Thursday, July 10, 2014

Indisputable Truths

 
  Suppose for a moment that we could form a set of propositions that state today’s basic foundational assumptions about ourselves and the cosmos, that we could somehow agree on a set U of indisputable truths, ranging from ethics to physics, from mathematics to psychology and the arts. The Pi propositions of U can be dependent or independent among themselves. If all of them were independent, the human experience would be the addition of disconnected actions, but our vital experience, as well as our science, shows us that this is not the case. Then, at least some Pi are related. But if there is even one proposition totally independent of the others, such proposition would not be intelligible, for it would not have a referent. All Pi are, therefore, somehow related, and the relation is the thinking-living human being. Now, if all Pi are related, they could be expressed in terms of some meta-principles or meta-axioms.

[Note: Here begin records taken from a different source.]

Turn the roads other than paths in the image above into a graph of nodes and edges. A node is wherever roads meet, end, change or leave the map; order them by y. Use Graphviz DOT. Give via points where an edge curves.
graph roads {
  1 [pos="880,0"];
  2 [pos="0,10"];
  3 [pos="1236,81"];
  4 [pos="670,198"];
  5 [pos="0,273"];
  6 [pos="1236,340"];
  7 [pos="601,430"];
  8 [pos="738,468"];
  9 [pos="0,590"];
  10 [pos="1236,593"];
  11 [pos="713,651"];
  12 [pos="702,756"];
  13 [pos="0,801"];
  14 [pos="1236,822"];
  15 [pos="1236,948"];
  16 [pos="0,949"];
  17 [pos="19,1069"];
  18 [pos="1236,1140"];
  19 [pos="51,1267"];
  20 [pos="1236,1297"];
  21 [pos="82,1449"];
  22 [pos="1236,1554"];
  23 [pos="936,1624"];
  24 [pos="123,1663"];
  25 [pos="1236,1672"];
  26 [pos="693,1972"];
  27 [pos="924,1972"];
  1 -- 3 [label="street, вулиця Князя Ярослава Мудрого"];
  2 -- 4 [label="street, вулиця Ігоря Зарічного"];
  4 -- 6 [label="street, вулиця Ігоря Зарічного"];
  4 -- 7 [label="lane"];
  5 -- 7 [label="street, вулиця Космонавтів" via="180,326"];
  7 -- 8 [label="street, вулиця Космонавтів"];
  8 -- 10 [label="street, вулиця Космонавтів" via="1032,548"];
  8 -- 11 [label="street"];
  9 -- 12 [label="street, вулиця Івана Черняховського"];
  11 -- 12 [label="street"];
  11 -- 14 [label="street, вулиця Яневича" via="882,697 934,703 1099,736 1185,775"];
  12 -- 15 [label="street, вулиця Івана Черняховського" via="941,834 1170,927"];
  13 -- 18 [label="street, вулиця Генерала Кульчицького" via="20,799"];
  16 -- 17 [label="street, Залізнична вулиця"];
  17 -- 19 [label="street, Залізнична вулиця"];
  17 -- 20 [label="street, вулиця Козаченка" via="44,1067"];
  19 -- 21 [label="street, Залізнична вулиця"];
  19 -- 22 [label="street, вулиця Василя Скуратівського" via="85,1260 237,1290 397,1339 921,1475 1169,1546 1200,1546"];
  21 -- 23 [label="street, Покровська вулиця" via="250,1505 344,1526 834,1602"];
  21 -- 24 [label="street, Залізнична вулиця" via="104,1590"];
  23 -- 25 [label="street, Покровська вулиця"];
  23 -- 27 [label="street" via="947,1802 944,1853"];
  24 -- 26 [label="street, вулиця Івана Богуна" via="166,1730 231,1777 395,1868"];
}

This would imply that our axioms are not final (and not axioms), i.e., that there are other axioms U’, which are not covered by our intuitions and social agreements. The set of meta-axioms U’, being independent of the set of the axioms which form system U, would be independent of experience and intuition, for if they were dependent, they would be part of U, part of our life experience. But how could we think about something which is independent of any action of thinking? Traditionally, this dead-end has been solved calling to the idea of a final ground for thinking beyond human intelligence, a Divine Intelligence, that operates in a wider realm. In any case, since we do not know such axioms neither can we express them in our intuitions (for then they would be reducible to axioms in U), we could never construct a formal system of knowledge of Indisputable truths. Indisputable truths can be constructed only as a narrative of domination, reached by agreements on the existence of an unprovable universal law, or based on human conventions.